Platform Engineering Metrics: What to Measure When Your IDP Is Your Product



Platform Engineering Metrics: What to Measure When Your IDP Is Your Product

You’ve built an internal developer platform. Engineers can deploy in minutes instead of days. Onboarding takes hours instead of weeks. But how do you know it’s working? How do you justify the team’s existence to leadership? How do you decide what to build next?

The answer is metrics — but not just any metrics. Platform engineering has its own measurement challenges, and cargo-culting SaaS product metrics onto an internal platform will lead you astray.

Dashboard with metrics and charts Photo by Carlos Muza on Unsplash


The Measurement Problem

Platform engineering faces a unique challenge: your users are captive. Unlike a consumer product, developers can’t switch to a competitor. This means:

  1. Satisfaction surveys are biased — people complain loudly or adapt quietly
  2. Usage metrics can be misleading — high usage might mean “no choice” not “love it”
  3. The real value is in what you enable — deploy frequency, incident reduction, developer time saved

The best platform metrics measure outcomes, not outputs.

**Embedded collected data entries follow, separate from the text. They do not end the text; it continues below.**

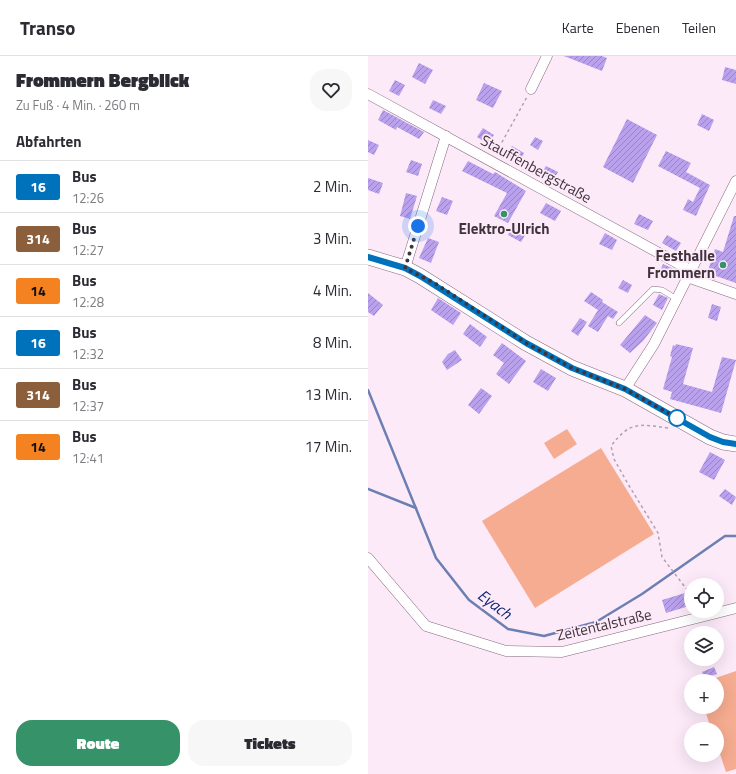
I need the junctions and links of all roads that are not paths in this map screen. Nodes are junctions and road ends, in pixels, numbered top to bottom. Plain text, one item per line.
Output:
1 (548, 56) edge
2 (531, 89) road end
3 (368, 94) edge
4 (446, 136) junction
5 (736, 181) edge
6 (368, 257) edge
7 (405, 268) junction
8 (688, 273) junction
9 (736, 294) edge
10 (675, 298) junction
11 (618, 323) dead end
12 (625, 389) junction
13 (736, 444) edge
14 (368, 558) edge
15 (736, 608) edge

1 - 2 street
3 - 4 street, Stauffenbergstraße
4 - 7 street
4 - 8 street, Stauffenbergstraße
5 - 8 street
6 - 7 main road
7 - 12 main road
8 - 9 street, Stauffenbergstraße
8 - 10 street
10 - 11 lane
10 - 12 street
12 - 13 main road
14 - 15 street, Zeitentalstraße

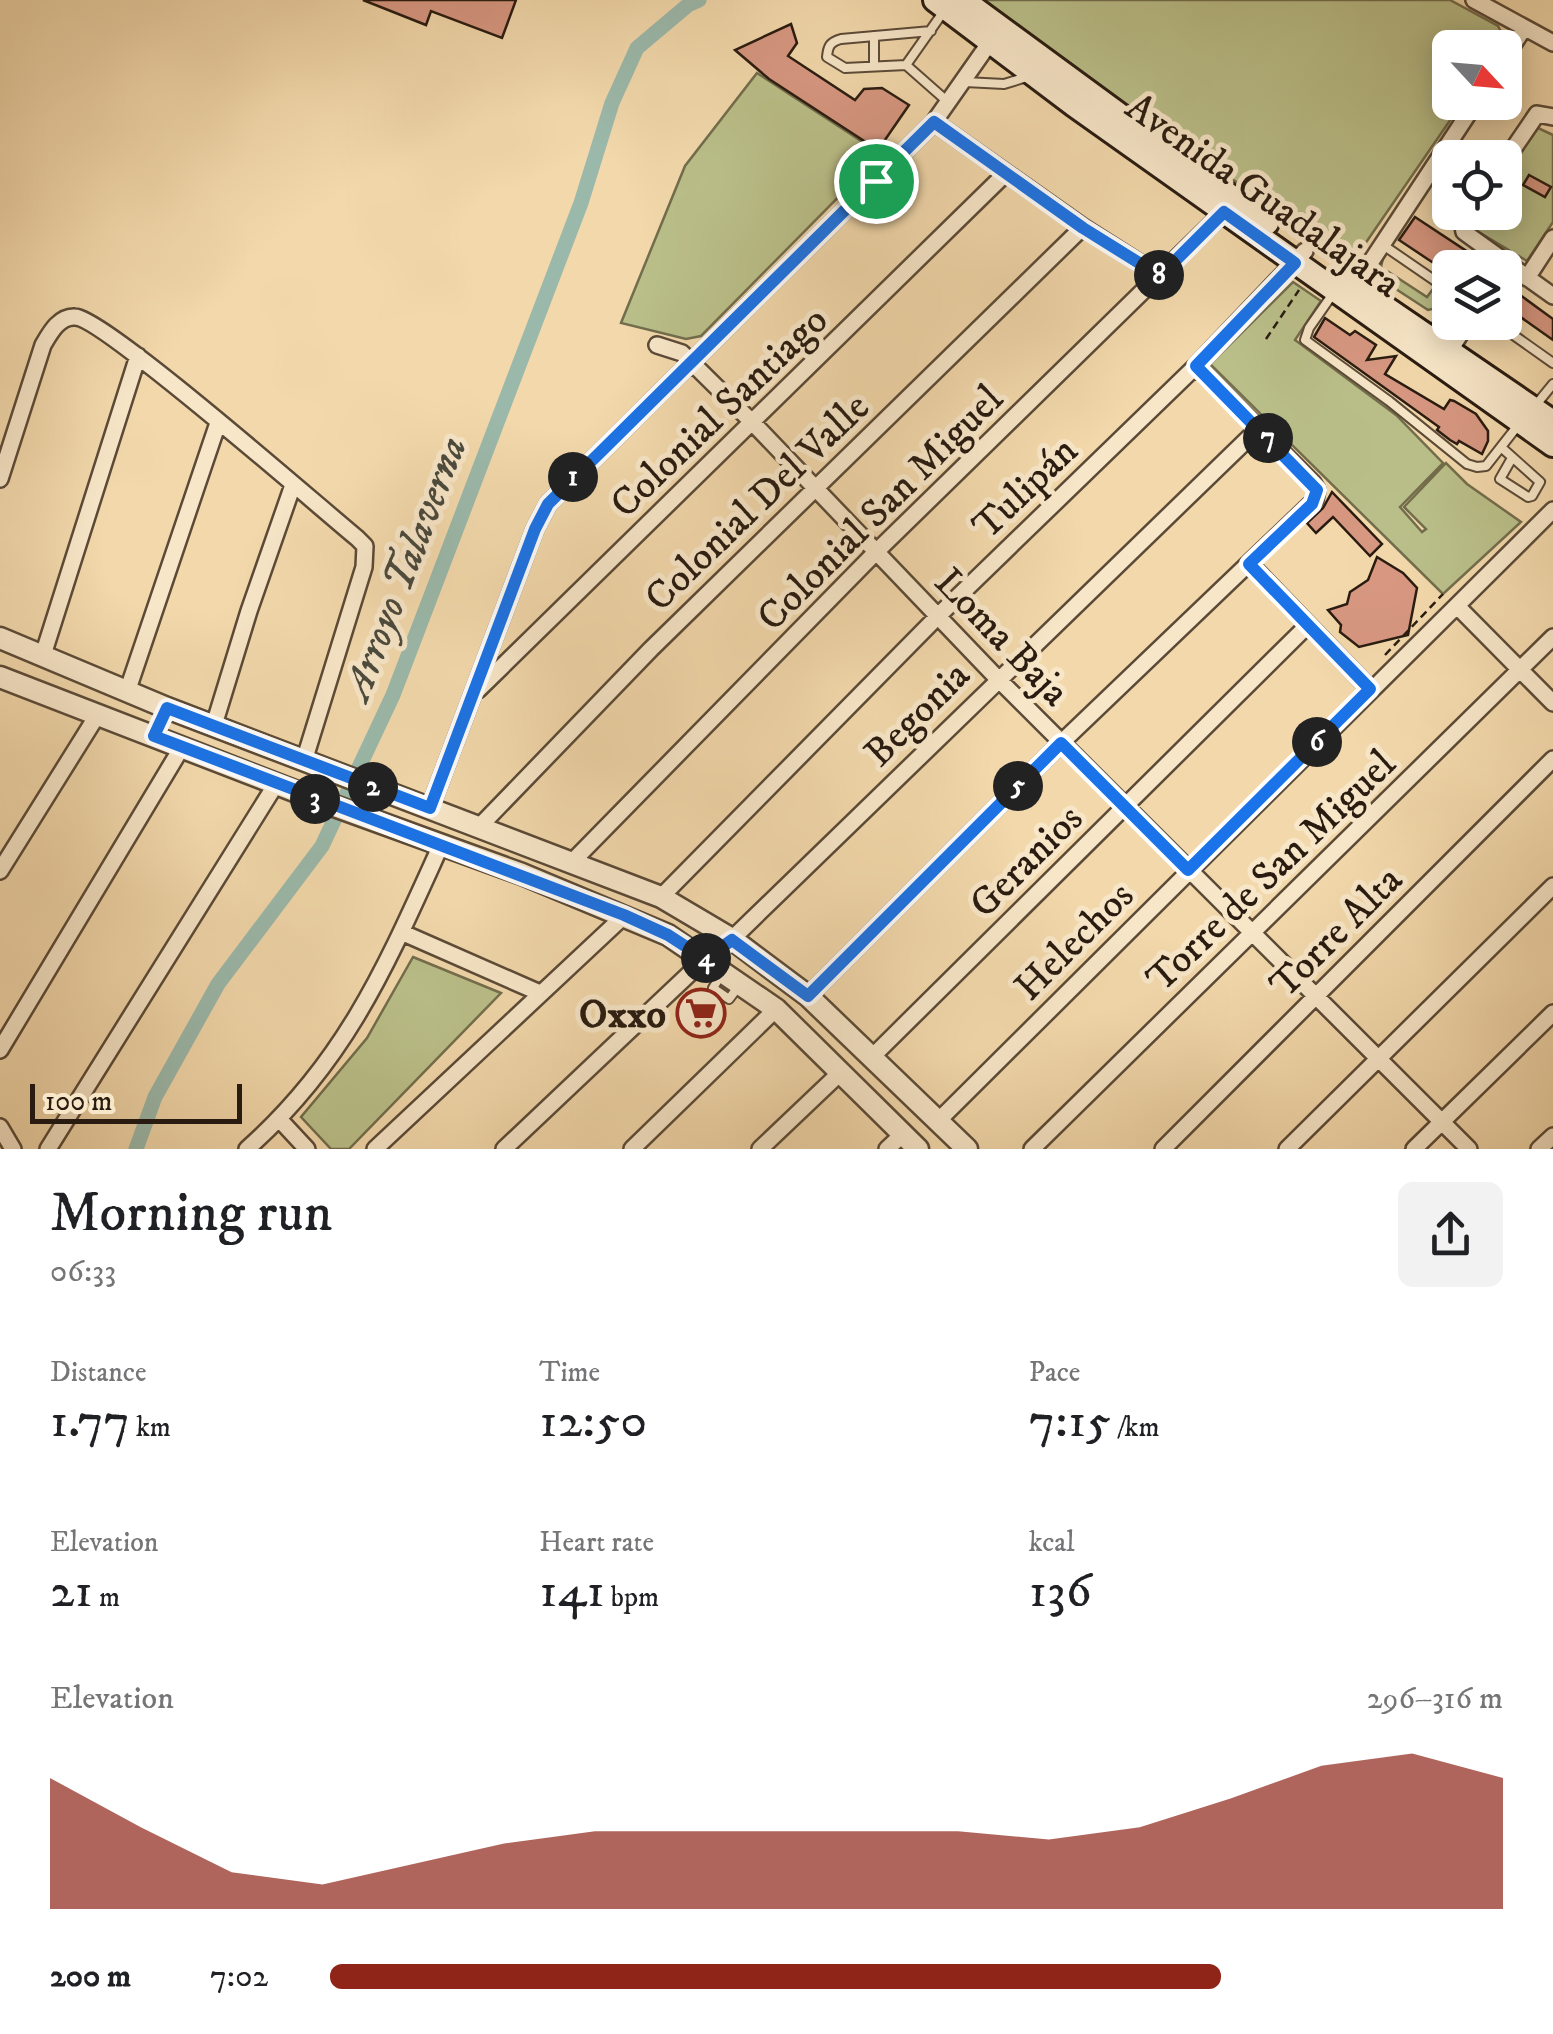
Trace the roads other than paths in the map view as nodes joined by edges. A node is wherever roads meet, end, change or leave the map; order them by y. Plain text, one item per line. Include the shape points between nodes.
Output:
1 (1474, 0) edge
2 (948, 3) edge
3 (1493, 4) edge
4 (1524, 28) junction
5 (931, 31) junction
6 (1522, 31) edge
7 (995, 35) junction
8 (874, 36) junction
9 (1553, 44) edge
10 (906, 65) junction
11 (874, 66) junction
12 (1034, 75) junction
13 (963, 81) junction
14 (948, 102) junction
15 (1553, 117) edge
16 (1464, 120) edge
17 (934, 122) junction
18 (1519, 140) edge
19 (1005, 174) junction
20 (1229, 206) junction
21 (1083, 228) junction
22 (1464, 230) edge
23 (1553, 238) edge
24 (1383, 245) junction
25 (1488, 250) edge
26 (1300, 257) junction
27 (1522, 275) edge
28 (1160, 276) junction
29 (1527, 278) junction
30 (1432, 279) edge
31 (1345, 292) junction
32 (1553, 296) edge
33 (1449, 340) edge
34 (1458, 340) edge
35 (1520, 340) edge
36 (657, 346) dead end
37 (1449, 355) junction
38 (138, 356) junction
39 (1553, 363) edge
40 (692, 364) junction
41 (1196, 366) junction
42 (1552, 389) edge
43 (1527, 415) junction
44 (1553, 422) edge
45 (218, 423) junction
46 (752, 423) junction
47 (1258, 428) junction
48 (1553, 445) edge
49 (1502, 448) junction
50 (1512, 458) junction
51 (0, 479) edge
52 (292, 485) junction
53 (814, 489) junction
54 (1553, 510) edge
55 (876, 552) junction
56 (1249, 564) junction
57 (1458, 608) junction
58 (938, 616) junction
59 (1308, 626) junction
60 (1553, 637) edge
61 (0, 638) edge
62 (43, 655) junction
63 (1520, 670) junction
64 (998, 678) junction
65 (3, 683) edge
66 (1370, 689) junction
67 (127, 692) junction
68 (475, 693) junction
69 (1553, 703) edge
70 (167, 708) junction
71 (98, 714) junction
72 (214, 725) junction
73 (154, 736) junction
74 (1061, 743) junction
75 (182, 747) junction
76 (1553, 758) edge
77 (311, 764) junction
78 (276, 784) junction
79 (1125, 805) junction
80 (430, 808) junction
81 (480, 826) junction
82 (441, 845) junction
83 (572, 862) junction
84 (1188, 870) junction
85 (0, 871) edge
86 (1553, 886) edge
87 (661, 897) junction
88 (624, 915) junction
89 (401, 932) junction
90 (1252, 933) junction
91 (732, 940) junction
92 (705, 959) junction
93 (540, 994) junction
94 (808, 996) junction
95 (1315, 998) junction
96 (776, 1010) junction
97 (1553, 1013) edge
98 (0, 1050) edge
99 (873, 1056) junction
100 (1378, 1059) junction
101 (841, 1072) junction
102 (280, 1120) junction
103 (938, 1121) junction
104 (1442, 1122) junction
105 (0, 1126) edge
106 (1553, 1136) edge
107 (911, 1142) edge
108 (13, 1149) edge
109 (48, 1149) edge
110 (247, 1149) edge
111 (308, 1149) edge
112 (374, 1149) edge
113 (504, 1149) edge
114 (632, 1149) edge
115 (760, 1149) edge
116 (887, 1149) edge
117 (967, 1149) edge
118 (1032, 1149) edge
119 (1163, 1149) edge
120 (1287, 1149) edge
121 (1414, 1149) edge
122 (1469, 1149) edge
123 (1539, 1149) edge

1 - 3 street
2 - 5 lane
2 - 7 main road, Avenida Guadalajara
3 - 4 street
4 - 6 street
4 - 9 street
5 - 8 lane
5 - 10 lane
7 - 12 main road, Avenida Guadalajara
7 - 13 street
7 - 20 main road, Avenida Guadalajara
8 - 11 lane
8 - 11 lane via 832,42 827,58 845,68
10 - 11 lane
10 - 14 lane
12 - 13 lane via 1004,84
12 - 20 main road, Avenida Guadalajara
13 - 14 street
14 - 17 street
15 - 18 street via 1537,114
16 - 24 street
17 - 19 street
17 - 40 street
19 - 21 street
19 - 46 street, Colonial Santiago
20 - 26 main road, Avenida Guadalajara
20 - 28 street, Colonial San Miguel
21 - 28 street
21 - 53 street, Colonial Del Valle
22 - 25 street
23 - 29 street
24 - 30 lane
24 - 31 street
26 - 31 main road, Avenida Guadalajara
26 - 41 street, Tulipán
27 - 29 street
28 - 55 street, Colonial San Miguel
29 - 32 street
31 - 37 main road, Avenida Guadalajara
31 - 37 main road, Avenida Guadalajara
31 - 49 lane via 1306,334 1310,345 1467,464 1486,466
33 - 37 street
34 - 37 street
35 - 39 lane
36 - 40 street, Loma Baja via 682,353
37 - 43 main road, Avenida Guadalajara
38 - 45 street
38 - 51 street via 92,322 65,318 43,346
38 - 62 street
40 - 46 street, Loma Baja
40 - 68 street via 548,504
41 - 47 street
41 - 58 street, Tulipán
42 - 43 lane
43 - 44 main road, Avenida Guadalajara
43 - 48 main road, Avenida Guadalajara
43 - 49 lane
45 - 52 street
45 - 67 street
46 - 53 street, Loma Baja
46 - 68 street, Colonial Santiago
47 - 56 street via 1314,483 1317,495
47 - 64 street, Begonia
49 - 50 lane
50 - 50 lane via 1540,482 1532,496 1500,479
52 - 72 street
52 - 77 street via 365,546
53 - 55 street, Loma Baja
53 - 81 street, Colonial Del Valle
54 - 57 street, Helechos
55 - 58 street, Loma Baja
55 - 83 street, Colonial San Miguel
56 - 59 street
56 - 74 street
57 - 63 street
57 - 66 street, Helechos
58 - 64 street, Loma Baja
58 - 87 street, Tulipán
59 - 66 street
59 - 79 street, Geranios
60 - 63 street, Torre de San Miguel
61 - 62 street
62 - 67 street
63 - 69 street
63 - 90 street, Torre de San Miguel
64 - 74 street, Loma Baja
64 - 91 street, Begonia
65 - 71 street
66 - 84 street, Helechos
67 - 70 street
68 - 80 street
70 - 72 street
70 - 73 street
71 - 73 street
71 - 85 street
72 - 77 street
73 - 75 street
74 - 79 street, Loma Baja
74 - 94 street
75 - 78 street
75 - 98 street
76 - 95 street, Torre Alta
77 - 80 street
78 - 82 street
78 - 109 street
79 - 84 street, Loma Baja
79 - 99 street, Geranios
80 - 81 street
81 - 83 street
82 - 88 street
82 - 89 street
83 - 87 street
84 - 90 street, Loma Baja
84 - 103 street, Helechos
86 - 100 street
87 - 91 street
88 - 92 street
88 - 93 street
89 - 93 street
89 - 102 street via 354,1026
90 - 95 street, Loma Baja
90 - 118 street, Torre de San Miguel
91 - 92 street, Begonia
91 - 94 street
92 - 96 street
92 - 113 street, Begonia
93 - 112 street
94 - 99 street
95 - 100 street, Loma Baja
95 - 119 street, Torre Alta
96 - 101 street
96 - 114 street
97 - 104 street
99 - 103 street
100 - 104 street, Loma Baja
100 - 120 street
101 - 107 street
101 - 115 street
102 - 110 street
102 - 111 street
103 - 117 street
104 - 121 street
104 - 122 street, Loma Baja
105 - 108 street
106 - 123 street
107 - 116 street

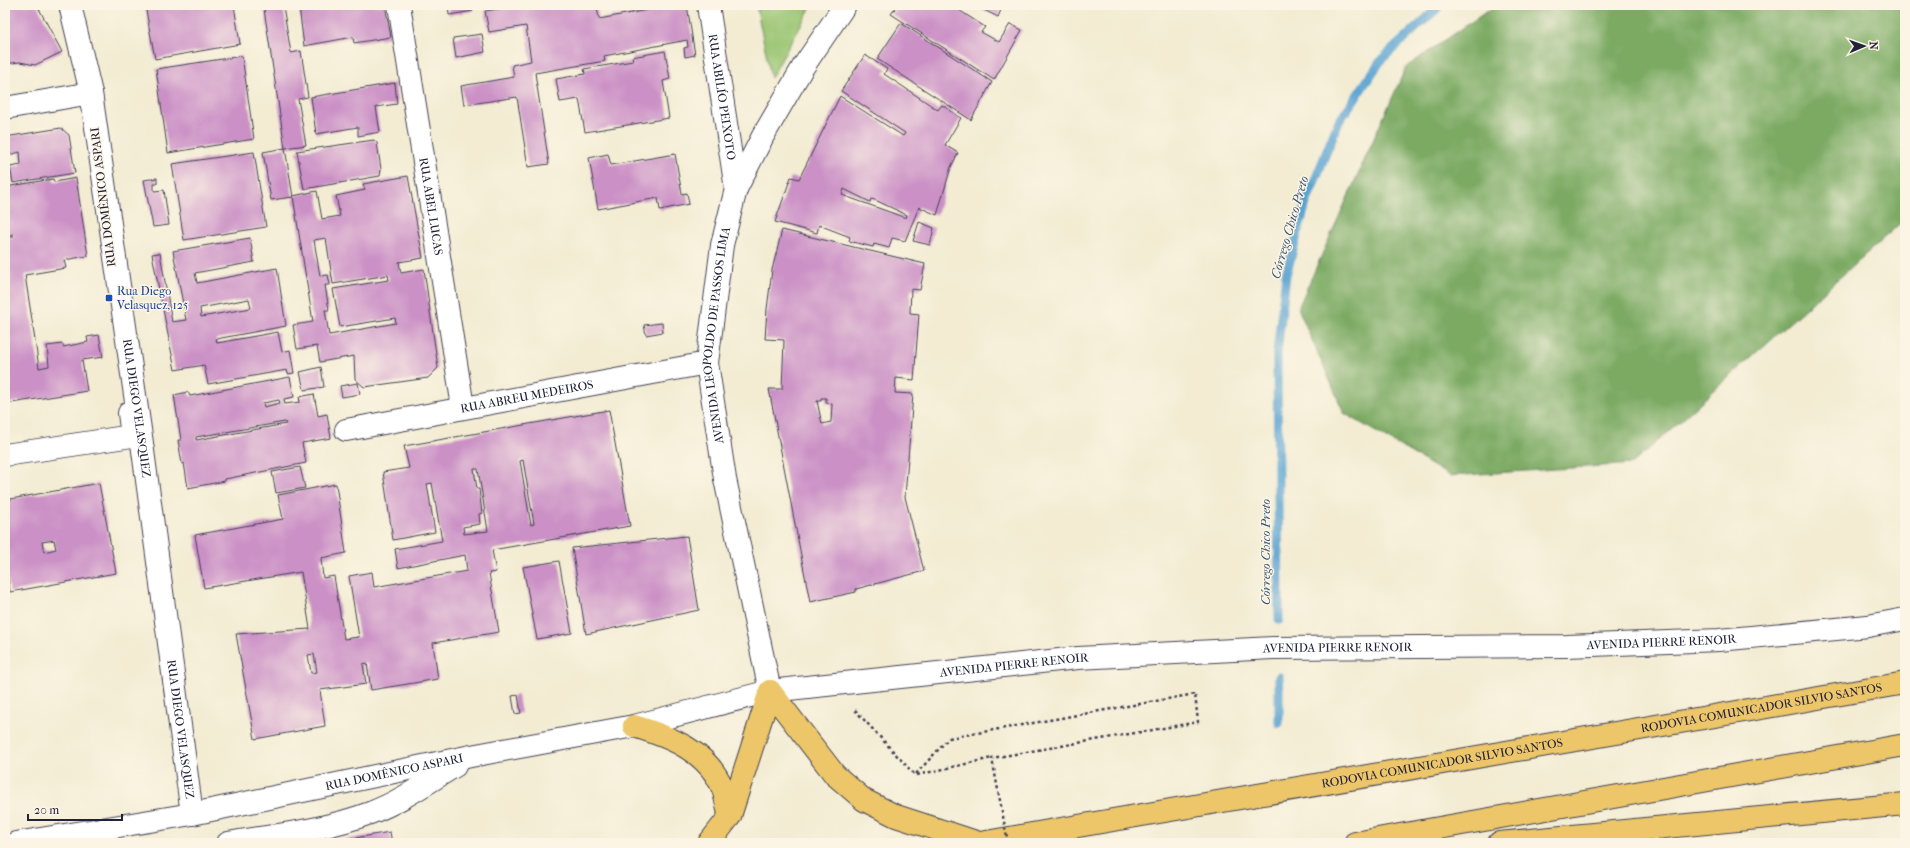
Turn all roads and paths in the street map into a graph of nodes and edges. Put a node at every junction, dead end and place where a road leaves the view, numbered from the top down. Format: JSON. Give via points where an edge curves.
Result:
{"nodes":[{"id":1,"x":70,"y":5,"type":"edge"},
{"id":2,"x":399,"y":5,"type":"edge"},
{"id":3,"x":708,"y":5,"type":"edge"},
{"id":4,"x":845,"y":5,"type":"edge"},
{"id":5,"x":91,"y":93,"type":"junction"},
{"id":6,"x":5,"y":108,"type":"edge"},
{"id":7,"x":736,"y":189,"type":"junction"},
{"id":8,"x":707,"y":363,"type":"junction"},
{"id":9,"x":463,"y":407,"type":"junction"},
{"id":10,"x":346,"y":430,"type":"dead end"},
{"id":11,"x":5,"y":455,"type":"edge"},
{"id":12,"x":1905,"y":619,"type":"edge"},
{"id":13,"x":1905,"y":683,"type":"edge"},
{"id":14,"x":770,"y":691,"type":"junction"},
{"id":15,"x":853,"y":708,"type":"dead end"},
{"id":16,"x":634,"y":726,"type":"junction"},
{"id":17,"x":1905,"y":745,"type":"edge"},
{"id":18,"x":471,"y":756,"type":"junction"},
{"id":19,"x":992,"y":758,"type":"junction"},
{"id":20,"x":915,"y":775,"type":"junction"},
{"id":21,"x":1905,"y":804,"type":"edge"},
{"id":22,"x":192,"y":814,"type":"junction"},
{"id":23,"x":730,"y":816,"type":"junction"},
{"id":24,"x":16,"y":843,"type":"edge"},
{"id":25,"x":228,"y":843,"type":"edge"},
{"id":26,"x":709,"y":843,"type":"edge"},
{"id":27,"x":979,"y":843,"type":"edge"},
{"id":28,"x":1008,"y":843,"type":"edge"},
{"id":29,"x":1355,"y":843,"type":"edge"},
{"id":30,"x":1499,"y":843,"type":"edge"}],
"edges":[{"from":1,"to":5,"type":"street","name":"RUA DIEGO VELASQUEZ"},
{"from":2,"to":9,"type":"street","name":"RUA ABEL LUCAS"},
{"from":3,"to":7,"type":"street","name":"RUA ABILÍO PEIXOTO"},
{"from":4,"to":7,"type":"street","name":"AVENIDA LEOPOLDO DE PASSOS LIMA","via":[[803,68]]},
{"from":5,"to":6,"type":"street"},
{"from":5,"to":11,"type":"street","name":"RUA DOMÊNICO ASPARI","via":[[132,436]]},
{"from":5,"to":22,"type":"street","name":"RUA DIEGO VELASQUEZ"},
{"from":7,"to":8,"type":"street","name":"AVENIDA LEOPOLDO DE PASSOS LIMA","via":[[722,244]]},
{"from":8,"to":9,"type":"street","name":"RUA ABREU MEDEIROS"},
{"from":8,"to":14,"type":"street","name":"AVENIDA LEOPOLDO DE PASSOS LIMA","via":[[725,479]]},
{"from":9,"to":10,"type":"street","name":"RUA ABREU MEDEIROS"},
{"from":12,"to":14,"type":"street","name":"AVENIDA PIERRE RENOIR","via":[[1868,626],[1719,640],[1567,646],[1274,648],[1078,658]]},
{"from":13,"to":27,"type":"highway","name":"RODOVIA COMUNICADOR SILVIO SANTOS"},
{"from":14,"to":16,"type":"street","name":"RUA DOMÊNICO ASPARI"},
{"from":14,"to":23,"type":"highway"},
{"from":14,"to":27,"type":"highway","via":[[835,775],[864,800],[896,816]]},
{"from":15,"to":20,"type":"path"},
{"from":16,"to":18,"type":"street","name":"RUA DOMÊNICO ASPARI"},
{"from":16,"to":23,"type":"highway","via":[[667,736],[689,748],[710,767],[723,789]]},
{"from":17,"to":29,"type":"highway"},
{"from":18,"to":22,"type":"street","name":"RUA DOMÊNICO ASPARI"},
{"from":18,"to":25,"type":"street","via":[[398,800],[371,813],[340,823]]},
{"from":19,"to":20,"type":"path"},
{"from":19,"to":20,"type":"path","bridge":true,"via":[[1198,722],[1195,694],[949,738]]},
{"from":19,"to":28,"type":"path","bridge":true},
{"from":21,"to":30,"type":"highway"},
{"from":22,"to":24,"type":"street","name":"RUA DOMÊNICO ASPARI"},
{"from":23,"to":26,"type":"highway"}]}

The DORA Four: Still the Gold Standard

The DevOps Research and Assessment (DORA) metrics remain the most validated framework for measuring software delivery performance:

MetricEliteHighMediumLow
Deployment FrequencyOn-demand (multiple/day)Daily to weeklyWeekly to monthly< monthly
Lead Time for Changes< 1 hour1 day to 1 week1 week to 1 month> 6 months
Change Failure Rate0-5%5-10%10-15%> 15%
Time to Restore Service< 1 hour< 1 day1 day to 1 week> 6 months

Tracking DORA Metrics Programmatically

# metrics/dora_collector.py
from dataclasses import dataclass
from datetime import datetime, timedelta
from typing import Optional
import httpx

@dataclass
class DeploymentEvent:
    service: str
    deployed_at: datetime
    commit_sha: str
    pr_merged_at: Optional[datetime]
    is_hotfix: bool = False

@dataclass
class IncidentEvent:
    service: str
    started_at: datetime
    resolved_at: Optional[datetime]
    caused_by_deployment: Optional[str]  # commit_sha

class DORAMetricsCollector:
    def __init__(self, window_days: int = 30):
        self.window_days = window_days
        self.window_start = datetime.utcnow() - timedelta(days=window_days)
    
    def deployment_frequency(
        self, 
        deployments: list[DeploymentEvent]
    ) -> dict[str, float]:
        """Calculate deployments per day per service."""
        recent = [d for d in deployments if d.deployed_at >= self.window_start]
        
        by_service: dict[str, list[DeploymentEvent]] = {}
        for d in recent:
            by_service.setdefault(d.service, []).append(d)
        
        return {
            service: len(deploys) / self.window_days
            for service, deploys in by_service.items()
        }
    
    def lead_time_for_changes(
        self,
        deployments: list[DeploymentEvent]
    ) -> dict[str, timedelta]:
        """Median time from PR merge to production deployment."""
        with_pr = [
            d for d in deployments 
            if d.pr_merged_at and d.deployed_at >= self.window_start
        ]
        
        by_service: dict[str, list[timedelta]] = {}
        for d in with_pr:
            lead_time = d.deployed_at - d.pr_merged_at
            by_service.setdefault(d.service, []).append(lead_time)
        
        return {
            service: sorted(times)[len(times) // 2]  # Median
            for service, times in by_service.items()
        }
    
    def change_failure_rate(
        self,
        deployments: list[DeploymentEvent],
        incidents: list[IncidentEvent]
    ) -> float:
        """Percentage of deployments that caused incidents."""
        recent_deploys = [d for d in deployments if d.deployed_at >= self.window_start]
        failed = [
            i for i in incidents 
            if i.caused_by_deployment and i.started_at >= self.window_start
        ]
        
        if not recent_deploys:
            return 0.0
        
        return len(failed) / len(recent_deploys)
    
    def time_to_restore(
        self,
        incidents: list[IncidentEvent]
    ) -> timedelta:
        """Median time from incident start to resolution."""
        resolved = [
            i for i in incidents
            if i.resolved_at and i.started_at >= self.window_start
        ]
        
        if not resolved:
            return timedelta(0)
        
        times = sorted([i.resolved_at - i.started_at for i in resolved])
        return times[len(times) // 2]

Platform-Specific Metrics

DORA measures your platform’s impact. You also need metrics that measure the platform itself.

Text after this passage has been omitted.